Items from a data source:
BEGIN
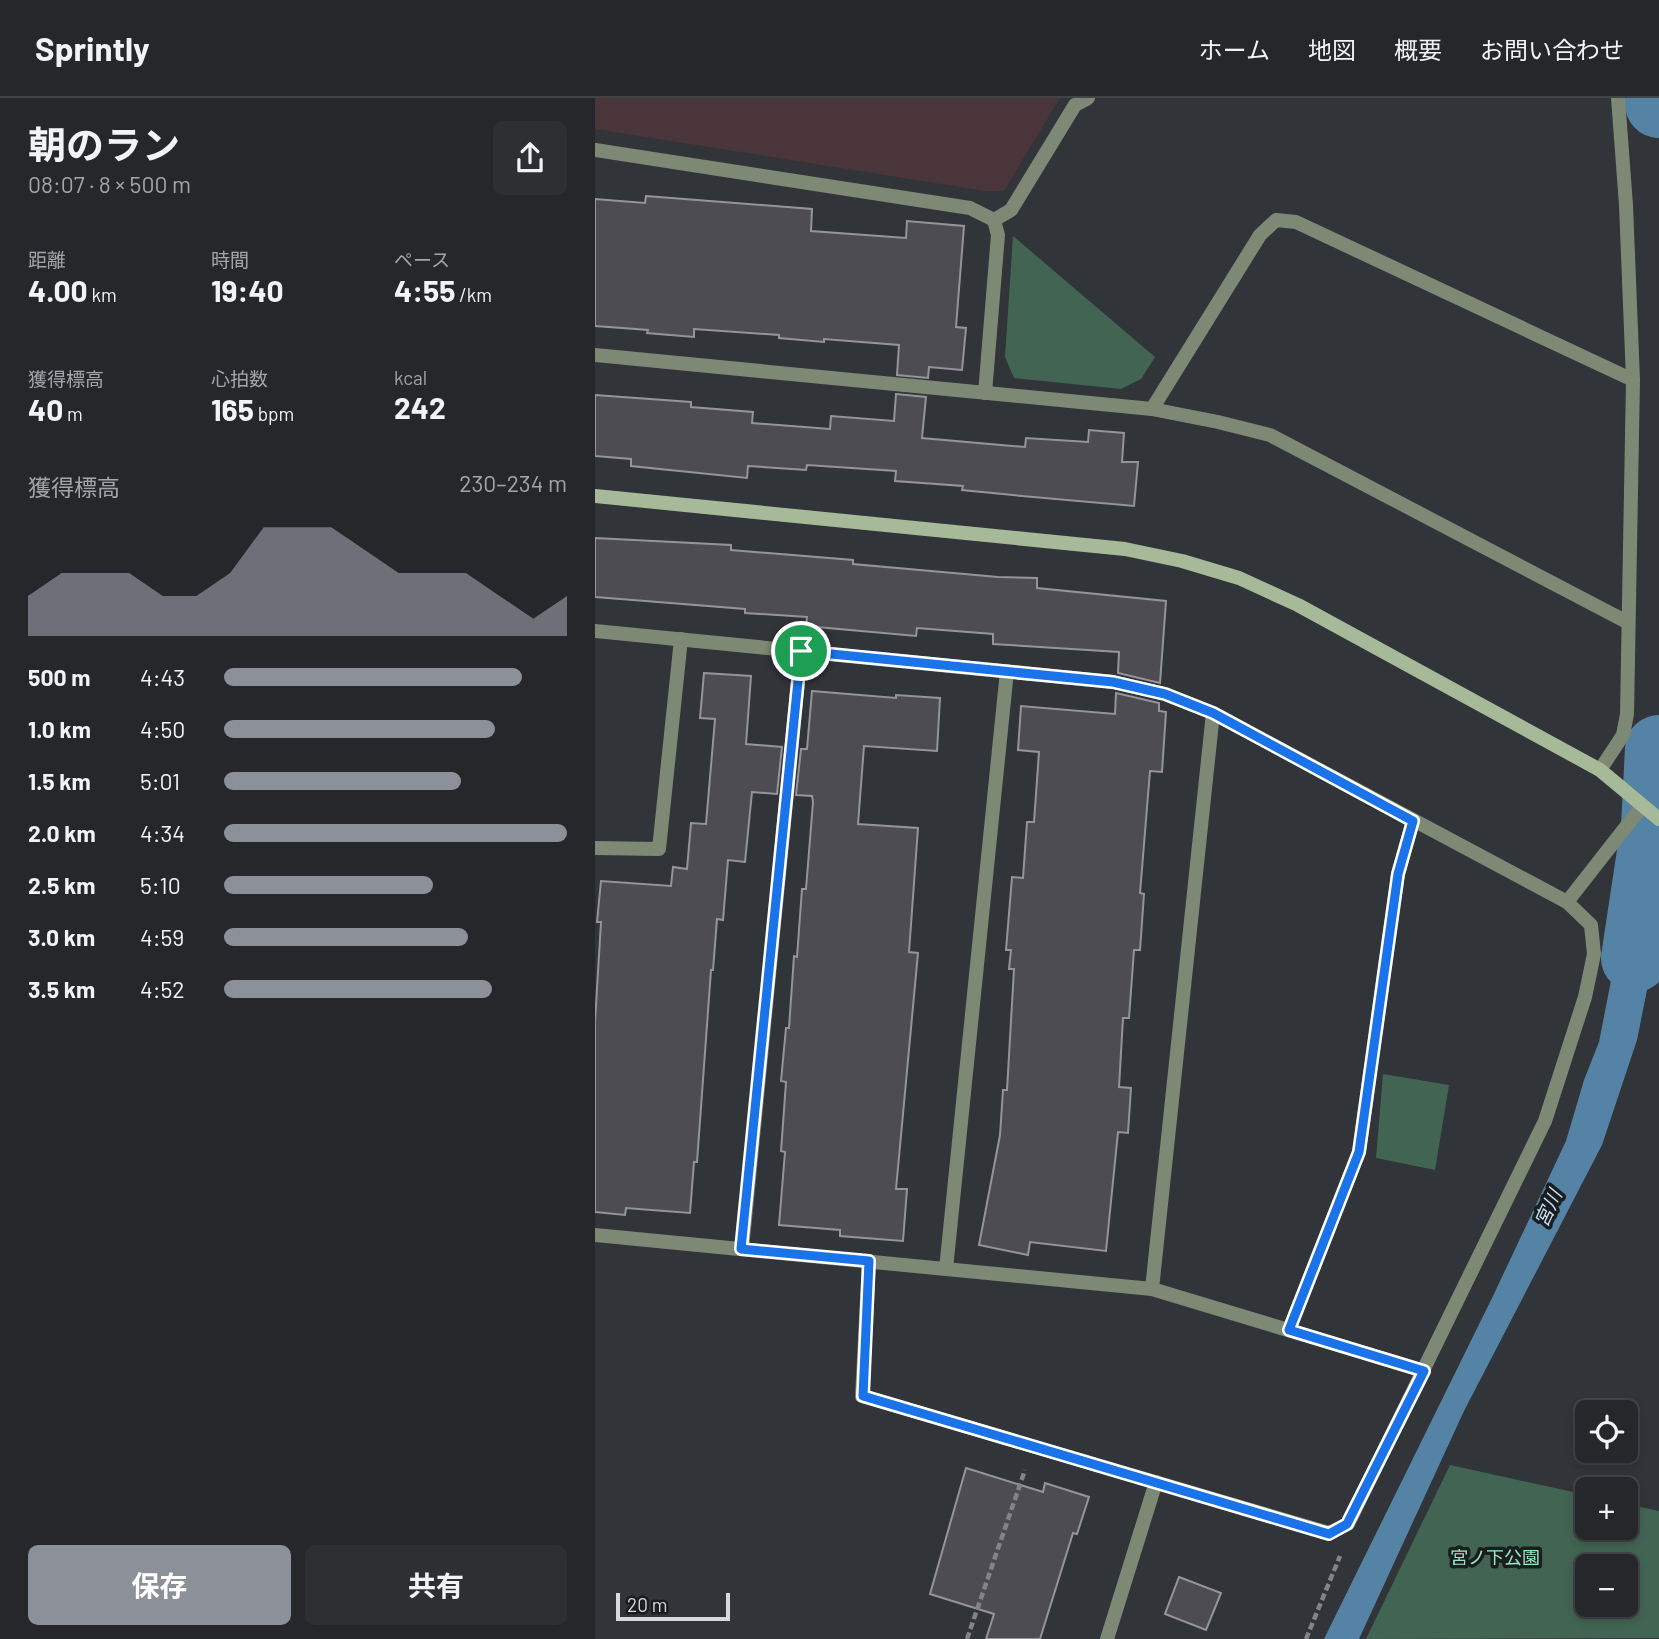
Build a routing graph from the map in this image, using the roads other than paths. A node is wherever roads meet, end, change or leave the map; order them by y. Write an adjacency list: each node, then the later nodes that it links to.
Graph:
1 (1088, 98): 4 (street)
2 (1618, 98): 6 (street)
3 (595, 150): 4 (street)
4 (994, 220): 7 (street)
5 (595, 355): 7 (street)
6 (1633, 380): 8 (street); 10 (street)
7 (985, 393): 8 (street)
8 (1153, 410): 10 (street)
9 (595, 496): 16 (street)
10 (1627, 622): 16 (street)
11 (595, 631): 12 (street)
12 (681, 639): 13 (street); 20 (street)
13 (801, 651): 14 (street); 23 (street)
14 (1007, 671): 15 (street); 25 (street)
15 (1213, 713): 19 (street); 26 (street)
16 (1600, 770): 17 (street)
17 (1643, 804): 18 (street); 21 (street)
18 (1659, 819)
19 (1413, 821): 21 (street); 27 (street)
20 (595, 848)
21 (1567, 902): 28 (street)
22 (595, 1235): 23 (street)
23 (741, 1249): 24 (street)
24 (869, 1261): 25 (street); 29 (street)
25 (946, 1269): 26 (street)
26 (1152, 1289): 27 (street)
27 (1289, 1330): 28 (street)
28 (1424, 1371): 29 (street)
29 (1156, 1482): 30 (street)
30 (1107, 1639)

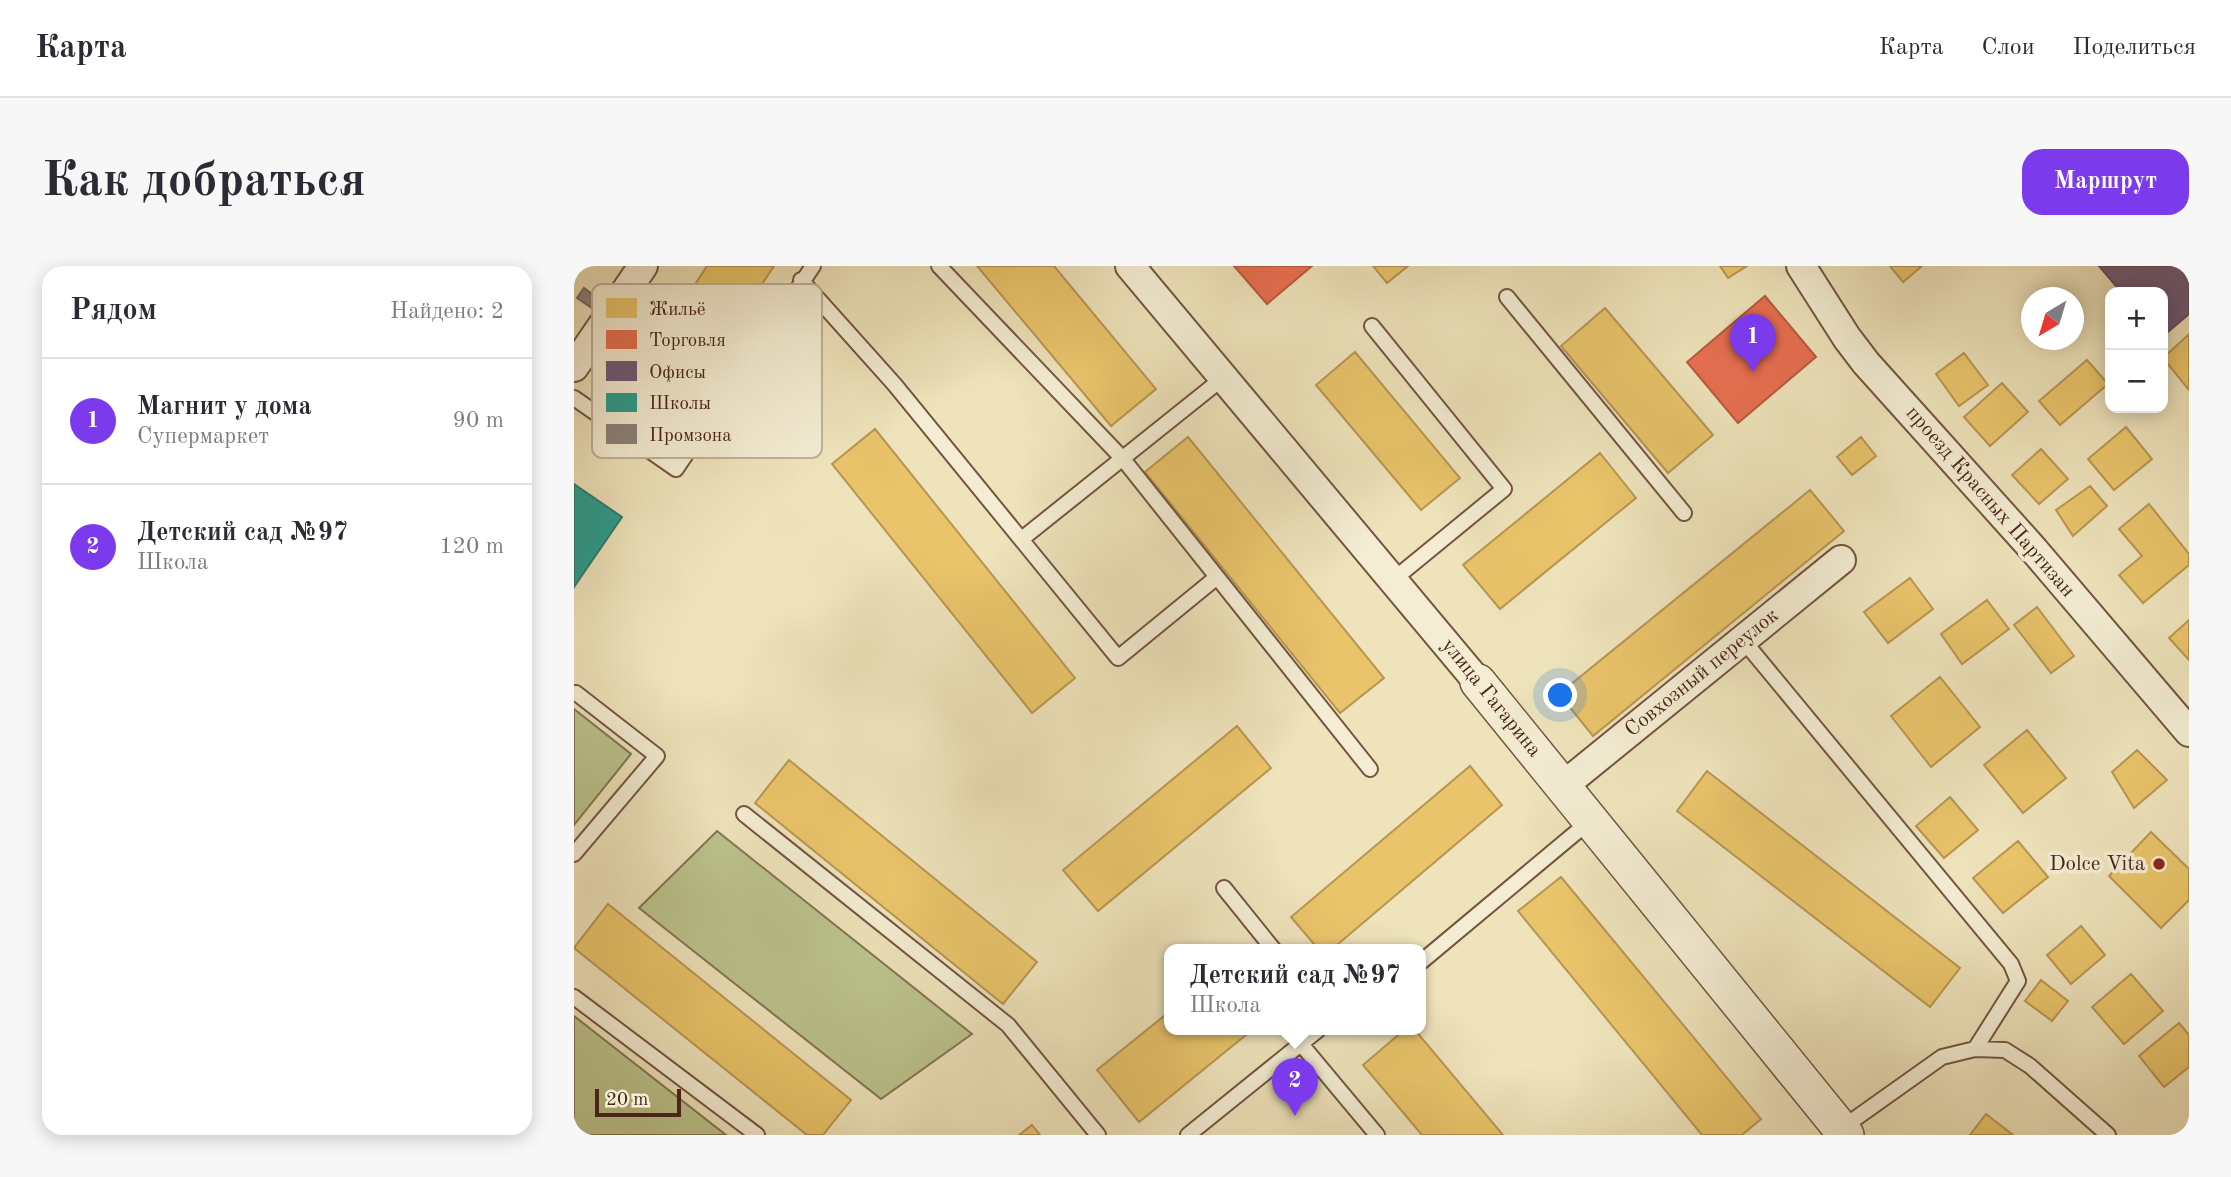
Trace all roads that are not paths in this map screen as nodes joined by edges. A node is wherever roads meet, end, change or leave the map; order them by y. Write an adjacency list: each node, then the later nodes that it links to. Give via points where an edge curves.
1 (643, 266): 7 (street)
2 (813, 266): 6 (lane)
3 (939, 266): 20 (lane)
4 (1130, 266): 15 (street, улица Гагарина)
5 (1801, 266): 29 (street, проезд Красных Партизан, via 1866,363)
6 (801, 280): 8 (lane); 9 (lane)
7 (631, 284)
8 (798, 284)
9 (805, 284)
10 (1507, 297): 21 (lane)
11 (822, 303): 22 (lane)
12 (1372, 326): 25 (lane, via 1504,489)
13 (592, 341): 14 (street)
14 (574, 368)
15 (1223, 378): 20 (lane); 25 (street, улица Гагарина)
16 (574, 398): 17 (lane)
17 (592, 411)
18 (660, 458): 19 (lane, via 676,469)
19 (683, 458)
20 (1123, 459): 22 (lane); 24 (lane)
21 (1684, 513)
22 (1023, 538): 24 (lane, via 1118,657)
23 (1842, 560): 26 (street, Совхозный переулок)
24 (1217, 577): 30 (lane)
25 (1393, 580): 27 (street, улица Гагарина)
26 (1743, 640): 31 (street, Совхозный переулок); 41 (lane, via 2011,964 2018,981)
27 (1478, 682): 31 (street, улица Гагарина)
28 (576, 693): 34 (lane, via 657,756)
29 (2189, 732)
30 (1370, 769)
31 (1563, 786): 33 (street, улица Гагарина)
32 (744, 814): 44 (lane, via 1008,1025)
33 (1591, 820): 37 (lane); 42 (street, улица Гагарина)
34 (574, 854)
35 (1224, 888): 36 (lane)
36 (1269, 944)
37 (1426, 958)
38 (574, 997): 43 (lane)
39 (1312, 1035): 40 (lane)
40 (1301, 1044): 45 (lane); 46 (lane)
41 (1975, 1049): 42 (lane, via 1942,1057); 47 (lane, via 2005,1050 2031,1066)
42 (1840, 1133)
43 (757, 1135)
44 (1098, 1135)
45 (1188, 1135)
46 (1377, 1135)
47 (2108, 1135)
END
▸ **REQUIRED WORK**
Reproduce every entry word for word, but skip any pictures.

▸ **RESULT OF THE TASK**
Build a routing graph from the map in this image, using the roads other than paths. A node is wherever roads meet, end, change or leave the map; order them by y. Write an adjacency list: each node, then the later nodes that it links to.
Graph:
1 (1088, 98): 4 (street)
2 (1618, 98): 6 (street)
3 (595, 150): 4 (street)
4 (994, 220): 7 (street)
5 (595, 355): 7 (street)
6 (1633, 380): 8 (street); 10 (street)
7 (985, 393): 8 (street)
8 (1153, 410): 10 (street)
9 (595, 496): 16 (street)
10 (1627, 622): 16 (street)
11 (595, 631): 12 (street)
12 (681, 639): 13 (street); 20 (street)
13 (801, 651): 14 (street); 23 (street)
14 (1007, 671): 15 (street); 25 (street)
15 (1213, 713): 19 (street); 26 (street)
16 (1600, 770): 17 (street)
17 (1643, 804): 18 (street); 21 (street)
18 (1659, 819)
19 (1413, 821): 21 (street); 27 (street)
20 (595, 848)
21 (1567, 902): 28 (street)
22 (595, 1235): 23 (street)
23 (741, 1249): 24 (street)
24 (869, 1261): 25 (street); 29 (street)
25 (946, 1269): 26 (street)
26 (1152, 1289): 27 (street)
27 (1289, 1330): 28 (street)
28 (1424, 1371): 29 (street)
29 (1156, 1482): 30 (street)
30 (1107, 1639)

Trace all roads that are not paths in this map screen as nodes joined by edges. A node is wherever roads meet, end, change or leave the map; order them by y. Write an adjacency list: each node, then the later nodes that it links to. Give via points where an edge curves.
1 (643, 266): 7 (street)
2 (813, 266): 6 (lane)
3 (939, 266): 20 (lane)
4 (1130, 266): 15 (street, улица Гагарина)
5 (1801, 266): 29 (street, проезд Красных Партизан, via 1866,363)
6 (801, 280): 8 (lane); 9 (lane)
7 (631, 284)
8 (798, 284)
9 (805, 284)
10 (1507, 297): 21 (lane)
11 (822, 303): 22 (lane)
12 (1372, 326): 25 (lane, via 1504,489)
13 (592, 341): 14 (street)
14 (574, 368)
15 (1223, 378): 20 (lane); 25 (street, улица Гагарина)
16 (574, 398): 17 (lane)
17 (592, 411)
18 (660, 458): 19 (lane, via 676,469)
19 (683, 458)
20 (1123, 459): 22 (lane); 24 (lane)
21 (1684, 513)
22 (1023, 538): 24 (lane, via 1118,657)
23 (1842, 560): 26 (street, Совхозный переулок)
24 (1217, 577): 30 (lane)
25 (1393, 580): 27 (street, улица Гагарина)
26 (1743, 640): 31 (street, Совхозный переулок); 41 (lane, via 2011,964 2018,981)
27 (1478, 682): 31 (street, улица Гагарина)
28 (576, 693): 34 (lane, via 657,756)
29 (2189, 732)
30 (1370, 769)
31 (1563, 786): 33 (street, улица Гагарина)
32 (744, 814): 44 (lane, via 1008,1025)
33 (1591, 820): 37 (lane); 42 (street, улица Гагарина)
34 (574, 854)
35 (1224, 888): 36 (lane)
36 (1269, 944)
37 (1426, 958)
38 (574, 997): 43 (lane)
39 (1312, 1035): 40 (lane)
40 (1301, 1044): 45 (lane); 46 (lane)
41 (1975, 1049): 42 (lane, via 1942,1057); 47 (lane, via 2005,1050 2031,1066)
42 (1840, 1133)
43 (757, 1135)
44 (1098, 1135)
45 (1188, 1135)
46 (1377, 1135)
47 (2108, 1135)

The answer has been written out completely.